Work to complete:
Please give back the listing below word for word, without the images.

= Beginning of Section =

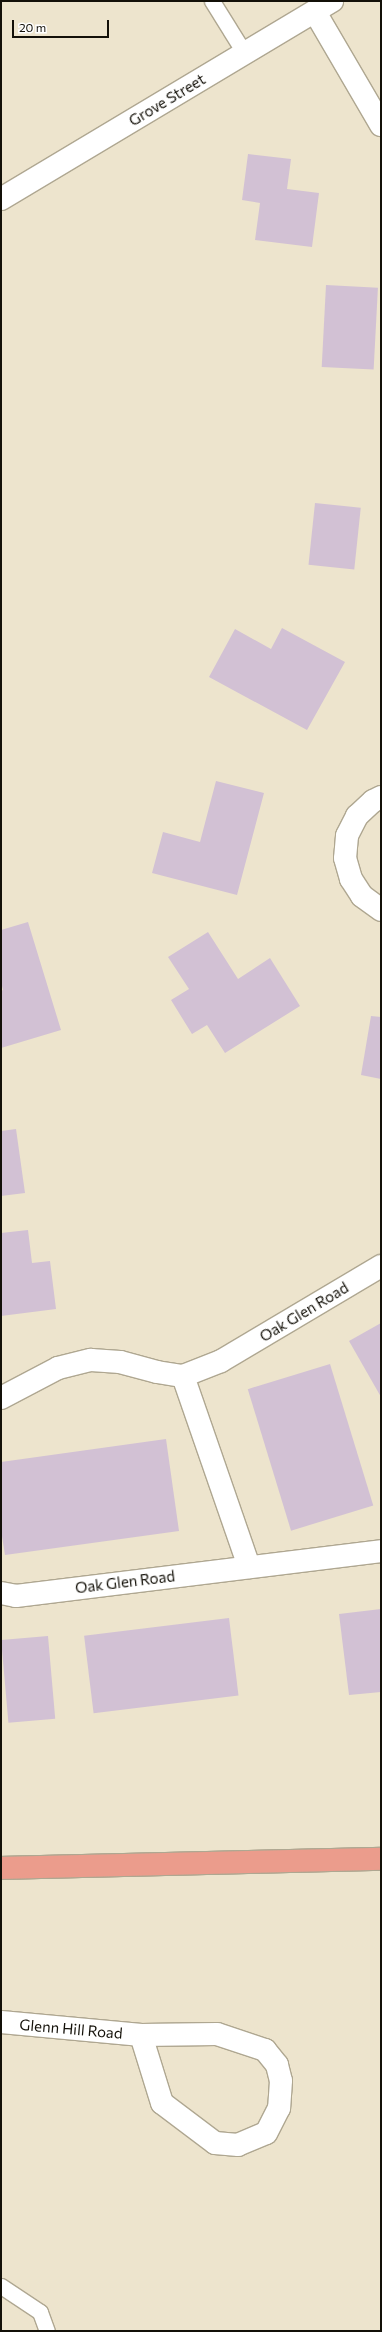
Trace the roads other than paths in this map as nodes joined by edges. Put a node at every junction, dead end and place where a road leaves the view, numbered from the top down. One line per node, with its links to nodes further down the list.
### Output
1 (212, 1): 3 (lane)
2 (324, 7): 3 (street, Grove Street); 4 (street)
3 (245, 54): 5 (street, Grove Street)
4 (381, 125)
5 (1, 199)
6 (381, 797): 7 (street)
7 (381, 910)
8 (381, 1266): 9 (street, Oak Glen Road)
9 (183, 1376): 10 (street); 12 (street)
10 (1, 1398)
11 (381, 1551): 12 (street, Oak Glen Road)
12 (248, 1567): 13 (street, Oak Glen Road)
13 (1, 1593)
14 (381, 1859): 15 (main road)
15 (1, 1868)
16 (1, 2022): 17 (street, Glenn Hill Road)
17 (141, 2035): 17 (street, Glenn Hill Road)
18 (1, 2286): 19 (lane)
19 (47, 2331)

= End of Section =

Written solution:
Trace the roads other than paths in this map as nodes joined by edges. Put a node at every junction, dead end and place where a road leaves the view, numbered from the top down. One line per node, with its links to nodes further down the list.
### Output
1 (212, 1): 3 (lane)
2 (324, 7): 3 (street, Grove Street); 4 (street)
3 (245, 54): 5 (street, Grove Street)
4 (381, 125)
5 (1, 199)
6 (381, 797): 7 (street)
7 (381, 910)
8 (381, 1266): 9 (street, Oak Glen Road)
9 (183, 1376): 10 (street); 12 (street)
10 (1, 1398)
11 (381, 1551): 12 (street, Oak Glen Road)
12 (248, 1567): 13 (street, Oak Glen Road)
13 (1, 1593)
14 (381, 1859): 15 (main road)
15 (1, 1868)
16 (1, 2022): 17 (street, Glenn Hill Road)
17 (141, 2035): 17 (street, Glenn Hill Road)
18 (1, 2286): 19 (lane)
19 (47, 2331)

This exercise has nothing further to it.